La victime au crâne fracassé a perdu son travail et sa compagne
Jean n’a pas eu la force d’assister aux débats, et de revoir ses agresseurs en liberté. Pendant ses 45 jours d’ITT pénale, à l’hôpital de la Pitié-Salpêtrière, il a été opéré plusieurs fois à la suite d’une fissure et d’un enfoncement de la boîte crânienne, « occasionnés par une crosse d’arme ou une matraque » a révélé le médecin légiste. « Il a gardé d’importantes séquelles physiques, psychologiques », a indiqué son avocat, le vice-bâtonnier Jean-Christophe Ramadier. La première expertise fait état de troubles anxio-dépressifs avec syndrome post-traumatique d’intensité importante. Il en faudra une autre, l’an prochain, pour déterminer son préjudice dans la durée.
Au nom de la partie civile, Me Ramadier a également insisté sur « le choc qu’il a ressenti d’avoir été ainsi menacé : ils connaissaient son adresse, les prénoms de ses enfants, de sa femme ». Conséquences de cette soirée : « Il a dû accepter une rupture conventionnelle car il ne pouvait pas retourner à son travail, et sa compagne l’a quitté. Il peut heureusement se raccrocher à ses deux enfants. »
Après les plaidoiries des autres parties civiles (Pascual et la CPAM), la procureure Léa Dreyfus a requis cinq ans de prison dont trois ferme contre Hicham, « prêt à tout » selon elle, précédemment condamné « pour des faits gravissimes ». Elle a laissé le tribunal décider d’un retour, ou non, en détention.
Des peines aménageables sous bracelet électronique
À l’encontre de Shawn, la parquetière a sollicité deux ans de prison, dont un ferme aménageable sous DDSE (détention à domicile avec un bracelet électronique). Même mesure recommandée contre Benjamin, complice en récidive – trois ans dont deux ferme sous DDSE –, et Fayssal, cinq ans dont deux ferme sous bracelet. Enfin, le ministère public a requis 18 mois avec sursis contre Rechdi et « une peine d’avertissement » pour A., limitée à un an de sursis.

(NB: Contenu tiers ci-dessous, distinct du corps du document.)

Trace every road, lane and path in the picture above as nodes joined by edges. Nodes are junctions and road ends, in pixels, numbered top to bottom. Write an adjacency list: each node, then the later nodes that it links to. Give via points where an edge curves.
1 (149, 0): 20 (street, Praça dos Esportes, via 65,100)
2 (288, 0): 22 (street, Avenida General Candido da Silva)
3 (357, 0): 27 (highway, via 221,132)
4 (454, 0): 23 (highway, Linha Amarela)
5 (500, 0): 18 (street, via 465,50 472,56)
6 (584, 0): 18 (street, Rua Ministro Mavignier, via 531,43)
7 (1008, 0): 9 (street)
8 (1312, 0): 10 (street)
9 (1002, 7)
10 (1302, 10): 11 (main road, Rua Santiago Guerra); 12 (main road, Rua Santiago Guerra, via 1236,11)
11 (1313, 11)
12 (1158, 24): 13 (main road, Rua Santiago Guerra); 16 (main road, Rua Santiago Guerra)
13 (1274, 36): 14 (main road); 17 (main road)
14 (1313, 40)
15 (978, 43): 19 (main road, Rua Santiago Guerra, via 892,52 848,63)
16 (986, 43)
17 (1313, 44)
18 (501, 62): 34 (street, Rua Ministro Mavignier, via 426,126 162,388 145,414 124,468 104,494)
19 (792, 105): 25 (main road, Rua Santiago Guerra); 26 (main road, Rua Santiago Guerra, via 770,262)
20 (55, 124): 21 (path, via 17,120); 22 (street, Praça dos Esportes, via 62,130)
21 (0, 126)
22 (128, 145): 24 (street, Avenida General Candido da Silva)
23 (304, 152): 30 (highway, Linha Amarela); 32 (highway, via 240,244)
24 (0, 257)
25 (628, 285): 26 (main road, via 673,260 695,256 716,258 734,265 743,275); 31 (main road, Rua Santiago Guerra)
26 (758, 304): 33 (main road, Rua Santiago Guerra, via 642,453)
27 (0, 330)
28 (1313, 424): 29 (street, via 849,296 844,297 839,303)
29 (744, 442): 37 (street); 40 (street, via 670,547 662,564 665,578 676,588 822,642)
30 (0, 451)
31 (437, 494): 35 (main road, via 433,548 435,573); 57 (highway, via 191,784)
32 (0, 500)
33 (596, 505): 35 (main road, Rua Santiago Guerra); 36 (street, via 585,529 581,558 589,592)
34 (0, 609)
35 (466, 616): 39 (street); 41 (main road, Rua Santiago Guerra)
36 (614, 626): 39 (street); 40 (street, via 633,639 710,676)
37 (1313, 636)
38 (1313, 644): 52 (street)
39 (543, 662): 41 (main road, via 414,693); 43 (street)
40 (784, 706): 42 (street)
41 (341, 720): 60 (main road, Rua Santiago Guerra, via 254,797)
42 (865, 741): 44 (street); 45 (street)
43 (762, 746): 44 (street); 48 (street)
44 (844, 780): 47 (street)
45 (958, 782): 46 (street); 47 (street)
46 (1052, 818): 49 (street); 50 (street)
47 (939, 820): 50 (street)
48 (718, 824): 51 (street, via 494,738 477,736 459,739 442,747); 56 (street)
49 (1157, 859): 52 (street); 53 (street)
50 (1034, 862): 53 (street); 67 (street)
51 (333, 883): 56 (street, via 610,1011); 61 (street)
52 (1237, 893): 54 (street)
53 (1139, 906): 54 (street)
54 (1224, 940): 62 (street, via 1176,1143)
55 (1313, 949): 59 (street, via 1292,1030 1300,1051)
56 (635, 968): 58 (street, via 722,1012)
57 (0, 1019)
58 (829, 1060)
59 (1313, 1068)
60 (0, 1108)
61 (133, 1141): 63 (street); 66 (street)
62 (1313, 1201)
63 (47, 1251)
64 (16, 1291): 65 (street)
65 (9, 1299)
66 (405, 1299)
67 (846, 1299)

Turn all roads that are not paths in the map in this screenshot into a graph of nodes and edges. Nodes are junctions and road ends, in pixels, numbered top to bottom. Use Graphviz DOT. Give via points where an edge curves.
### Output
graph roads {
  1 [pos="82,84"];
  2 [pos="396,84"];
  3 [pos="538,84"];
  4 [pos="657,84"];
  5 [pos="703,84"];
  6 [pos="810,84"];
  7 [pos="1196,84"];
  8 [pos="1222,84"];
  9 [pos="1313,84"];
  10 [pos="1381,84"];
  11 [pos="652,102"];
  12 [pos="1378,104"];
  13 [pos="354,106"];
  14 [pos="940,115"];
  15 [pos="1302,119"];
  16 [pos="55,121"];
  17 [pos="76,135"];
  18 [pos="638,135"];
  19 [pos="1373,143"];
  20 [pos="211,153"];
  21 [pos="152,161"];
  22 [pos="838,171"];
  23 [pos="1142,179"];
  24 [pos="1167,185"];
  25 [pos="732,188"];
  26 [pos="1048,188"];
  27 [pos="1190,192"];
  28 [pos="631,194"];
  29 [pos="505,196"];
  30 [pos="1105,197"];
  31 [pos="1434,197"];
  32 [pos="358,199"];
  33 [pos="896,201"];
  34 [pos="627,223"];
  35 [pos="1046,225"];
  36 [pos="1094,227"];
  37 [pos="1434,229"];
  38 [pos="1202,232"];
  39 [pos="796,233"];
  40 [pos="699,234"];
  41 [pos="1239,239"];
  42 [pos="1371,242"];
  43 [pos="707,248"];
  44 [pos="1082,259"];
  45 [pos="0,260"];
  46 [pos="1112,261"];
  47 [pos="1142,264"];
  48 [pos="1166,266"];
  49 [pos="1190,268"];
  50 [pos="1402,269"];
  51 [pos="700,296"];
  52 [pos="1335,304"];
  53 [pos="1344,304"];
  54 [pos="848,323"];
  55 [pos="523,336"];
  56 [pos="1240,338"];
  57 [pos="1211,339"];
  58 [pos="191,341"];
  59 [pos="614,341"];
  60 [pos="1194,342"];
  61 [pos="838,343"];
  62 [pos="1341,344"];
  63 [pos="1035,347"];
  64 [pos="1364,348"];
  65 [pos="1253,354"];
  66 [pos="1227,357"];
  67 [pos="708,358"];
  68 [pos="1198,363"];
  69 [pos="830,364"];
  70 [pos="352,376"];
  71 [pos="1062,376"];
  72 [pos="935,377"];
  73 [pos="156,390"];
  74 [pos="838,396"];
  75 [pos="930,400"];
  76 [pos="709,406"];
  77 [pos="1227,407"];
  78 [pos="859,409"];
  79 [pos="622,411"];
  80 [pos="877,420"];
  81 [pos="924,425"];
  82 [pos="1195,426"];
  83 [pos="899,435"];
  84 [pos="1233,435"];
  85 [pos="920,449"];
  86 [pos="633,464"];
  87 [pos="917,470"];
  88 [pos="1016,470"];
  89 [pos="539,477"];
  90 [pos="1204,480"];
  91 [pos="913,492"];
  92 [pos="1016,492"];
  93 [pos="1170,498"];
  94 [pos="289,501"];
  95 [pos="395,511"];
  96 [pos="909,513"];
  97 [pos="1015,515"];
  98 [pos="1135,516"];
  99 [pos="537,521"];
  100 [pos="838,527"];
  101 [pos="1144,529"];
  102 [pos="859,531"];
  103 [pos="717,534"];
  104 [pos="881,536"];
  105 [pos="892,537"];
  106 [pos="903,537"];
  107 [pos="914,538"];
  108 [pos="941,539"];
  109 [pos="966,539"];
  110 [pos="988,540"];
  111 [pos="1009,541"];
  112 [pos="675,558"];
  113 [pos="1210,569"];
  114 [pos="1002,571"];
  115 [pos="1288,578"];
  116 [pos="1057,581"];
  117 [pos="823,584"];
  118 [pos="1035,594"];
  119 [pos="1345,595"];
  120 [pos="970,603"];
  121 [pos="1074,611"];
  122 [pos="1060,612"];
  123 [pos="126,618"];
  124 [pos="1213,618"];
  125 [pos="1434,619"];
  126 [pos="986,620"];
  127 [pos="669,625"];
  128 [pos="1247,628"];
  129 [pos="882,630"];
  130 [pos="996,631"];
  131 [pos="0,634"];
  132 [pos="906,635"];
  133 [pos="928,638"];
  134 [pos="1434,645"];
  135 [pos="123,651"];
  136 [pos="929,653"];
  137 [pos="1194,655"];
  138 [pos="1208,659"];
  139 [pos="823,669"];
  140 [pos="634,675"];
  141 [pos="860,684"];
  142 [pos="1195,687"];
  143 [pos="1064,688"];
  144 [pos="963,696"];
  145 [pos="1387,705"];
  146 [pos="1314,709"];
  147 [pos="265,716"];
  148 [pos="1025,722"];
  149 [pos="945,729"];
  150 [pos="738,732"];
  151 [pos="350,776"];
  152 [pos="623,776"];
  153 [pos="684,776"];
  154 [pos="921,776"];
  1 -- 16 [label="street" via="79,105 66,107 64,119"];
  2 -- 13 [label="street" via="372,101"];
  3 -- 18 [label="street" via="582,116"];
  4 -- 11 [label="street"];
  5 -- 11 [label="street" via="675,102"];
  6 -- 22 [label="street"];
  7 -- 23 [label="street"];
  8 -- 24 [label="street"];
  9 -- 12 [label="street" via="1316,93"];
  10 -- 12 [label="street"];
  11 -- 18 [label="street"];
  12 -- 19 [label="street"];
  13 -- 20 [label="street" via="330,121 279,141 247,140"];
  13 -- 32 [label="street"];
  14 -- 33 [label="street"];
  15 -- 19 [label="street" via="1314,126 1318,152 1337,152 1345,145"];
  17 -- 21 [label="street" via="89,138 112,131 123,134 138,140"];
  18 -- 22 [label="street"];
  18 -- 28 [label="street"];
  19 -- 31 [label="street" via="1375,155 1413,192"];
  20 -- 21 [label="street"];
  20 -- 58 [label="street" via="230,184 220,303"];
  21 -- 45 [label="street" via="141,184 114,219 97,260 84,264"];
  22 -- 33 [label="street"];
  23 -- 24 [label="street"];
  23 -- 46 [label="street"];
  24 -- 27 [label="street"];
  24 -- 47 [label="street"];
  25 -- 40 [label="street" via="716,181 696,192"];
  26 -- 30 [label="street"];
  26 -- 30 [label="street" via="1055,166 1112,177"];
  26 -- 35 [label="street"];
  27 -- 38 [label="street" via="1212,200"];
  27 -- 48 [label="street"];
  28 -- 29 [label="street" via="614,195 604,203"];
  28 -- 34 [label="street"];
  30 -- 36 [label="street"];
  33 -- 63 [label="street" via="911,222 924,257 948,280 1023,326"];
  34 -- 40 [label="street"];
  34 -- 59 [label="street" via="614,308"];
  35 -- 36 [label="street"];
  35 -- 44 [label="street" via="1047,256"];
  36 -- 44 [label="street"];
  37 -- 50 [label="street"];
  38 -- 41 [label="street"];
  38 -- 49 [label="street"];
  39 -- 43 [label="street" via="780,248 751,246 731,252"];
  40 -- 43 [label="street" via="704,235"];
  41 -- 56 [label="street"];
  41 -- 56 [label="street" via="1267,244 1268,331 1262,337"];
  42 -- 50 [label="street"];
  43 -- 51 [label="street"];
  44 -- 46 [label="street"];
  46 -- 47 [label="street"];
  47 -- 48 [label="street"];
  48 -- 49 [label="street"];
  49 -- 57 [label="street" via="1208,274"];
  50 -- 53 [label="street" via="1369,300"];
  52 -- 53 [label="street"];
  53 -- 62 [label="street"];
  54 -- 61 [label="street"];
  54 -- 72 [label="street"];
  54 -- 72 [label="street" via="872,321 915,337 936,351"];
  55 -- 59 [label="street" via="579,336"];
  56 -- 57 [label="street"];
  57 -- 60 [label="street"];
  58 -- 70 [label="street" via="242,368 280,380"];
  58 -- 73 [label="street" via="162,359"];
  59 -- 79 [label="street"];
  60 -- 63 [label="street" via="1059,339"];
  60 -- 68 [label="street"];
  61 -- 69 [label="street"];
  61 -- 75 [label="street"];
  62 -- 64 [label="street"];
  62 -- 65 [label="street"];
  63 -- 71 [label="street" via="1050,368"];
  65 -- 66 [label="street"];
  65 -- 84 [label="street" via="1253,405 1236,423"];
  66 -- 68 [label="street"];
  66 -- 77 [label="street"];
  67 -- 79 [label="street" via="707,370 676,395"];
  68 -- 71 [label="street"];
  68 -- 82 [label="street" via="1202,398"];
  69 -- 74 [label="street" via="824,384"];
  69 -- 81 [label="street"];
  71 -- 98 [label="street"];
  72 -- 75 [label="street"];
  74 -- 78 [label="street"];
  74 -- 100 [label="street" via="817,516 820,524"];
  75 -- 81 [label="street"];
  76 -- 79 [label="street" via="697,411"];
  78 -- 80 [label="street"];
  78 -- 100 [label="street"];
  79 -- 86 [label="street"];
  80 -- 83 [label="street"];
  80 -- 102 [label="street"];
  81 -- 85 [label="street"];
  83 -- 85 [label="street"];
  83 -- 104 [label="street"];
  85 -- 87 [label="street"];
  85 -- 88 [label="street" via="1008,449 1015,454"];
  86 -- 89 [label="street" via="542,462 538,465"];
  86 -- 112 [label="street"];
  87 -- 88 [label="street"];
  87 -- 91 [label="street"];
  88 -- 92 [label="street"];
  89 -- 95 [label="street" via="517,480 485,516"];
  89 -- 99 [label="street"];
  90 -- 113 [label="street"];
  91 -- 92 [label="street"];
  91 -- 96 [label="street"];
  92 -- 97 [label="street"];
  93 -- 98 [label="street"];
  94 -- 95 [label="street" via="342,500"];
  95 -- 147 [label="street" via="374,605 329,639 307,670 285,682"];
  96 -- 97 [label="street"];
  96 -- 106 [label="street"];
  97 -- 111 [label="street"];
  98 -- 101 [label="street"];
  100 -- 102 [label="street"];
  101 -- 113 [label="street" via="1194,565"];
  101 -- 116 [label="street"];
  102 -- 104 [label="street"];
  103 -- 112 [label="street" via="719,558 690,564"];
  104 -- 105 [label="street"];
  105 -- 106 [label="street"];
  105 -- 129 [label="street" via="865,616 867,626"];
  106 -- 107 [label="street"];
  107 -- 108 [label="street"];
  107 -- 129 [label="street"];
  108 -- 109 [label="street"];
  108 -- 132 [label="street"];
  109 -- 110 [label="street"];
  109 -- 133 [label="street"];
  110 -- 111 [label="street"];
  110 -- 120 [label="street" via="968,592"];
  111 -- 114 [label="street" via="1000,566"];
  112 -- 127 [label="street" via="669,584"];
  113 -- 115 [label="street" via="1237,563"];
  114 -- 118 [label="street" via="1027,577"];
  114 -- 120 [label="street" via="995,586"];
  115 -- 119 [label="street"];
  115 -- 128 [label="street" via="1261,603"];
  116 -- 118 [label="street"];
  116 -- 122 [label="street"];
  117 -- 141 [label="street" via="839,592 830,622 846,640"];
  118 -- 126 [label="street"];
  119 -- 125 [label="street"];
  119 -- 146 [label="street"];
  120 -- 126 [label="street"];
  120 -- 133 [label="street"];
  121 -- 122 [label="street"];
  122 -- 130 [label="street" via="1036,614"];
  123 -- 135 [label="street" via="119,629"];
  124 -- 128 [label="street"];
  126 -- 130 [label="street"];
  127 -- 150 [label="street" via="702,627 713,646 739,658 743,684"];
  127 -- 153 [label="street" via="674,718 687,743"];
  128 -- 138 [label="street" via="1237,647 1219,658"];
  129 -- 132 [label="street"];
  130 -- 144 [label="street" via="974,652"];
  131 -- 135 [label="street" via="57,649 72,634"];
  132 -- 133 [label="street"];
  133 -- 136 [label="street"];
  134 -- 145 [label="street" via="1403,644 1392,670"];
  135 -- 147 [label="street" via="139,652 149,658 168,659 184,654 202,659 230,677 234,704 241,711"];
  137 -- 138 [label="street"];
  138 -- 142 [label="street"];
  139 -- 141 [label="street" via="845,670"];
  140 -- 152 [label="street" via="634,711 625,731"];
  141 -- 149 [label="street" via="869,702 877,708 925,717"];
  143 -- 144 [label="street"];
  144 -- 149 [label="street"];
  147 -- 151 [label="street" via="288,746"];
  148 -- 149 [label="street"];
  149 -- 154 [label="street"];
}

Les défenseurs se sont succédé pour plaider la relaxe, en vain. Cependant, les trois juges ont quelque peu réduit les sanctions :
Hicham : cinq ans dont 29 mois assortis d’un sursis probatoire (deux ans), exécution provisoire sous bracelet de la partie ferme, obligation de travail, d’indemniser Jean, interdiction de contacts avec lui et de port ou détention d’arme jusqu’en 2029 ;
Fayssal : quatre ans dont deux avec sursis probatoire, exécution provisoire pour la partie ferme sous DDSE, mêmes obligations et interdictions, plus la confiscation de sa BMW ;
Benjamin : 30 mois dont 18 mois assortis d’un sursis probatoire (deux ans) et des obligations/interdictions identiques. Il est relaxé de l’association de malfaiteurs pour les vols perpétrés en 2021 ;
Shawn : 15 mois de prison dont huit mois de sursis probatoire de deux ans (interdictions et obligations similaires). Il est relaxé de vol avec violence ;
Rechdi : 15 mois de sursis ;
A : 12 mois avec sursis, non-inscription de sa peine au bulletin N°2 de son casier judiciaire.
Hicham, Fayssal, Benjamin et Shawn sont « entièrement et solidairement responsables des préjudices subis par la victime ». Ils verseront à Jean une provision de 4 000 euros. Une nouvelle expertise médico-psychologique a été réclamée d’ici à l’audience sur intérêts civils, fixée au 25 mars 2025.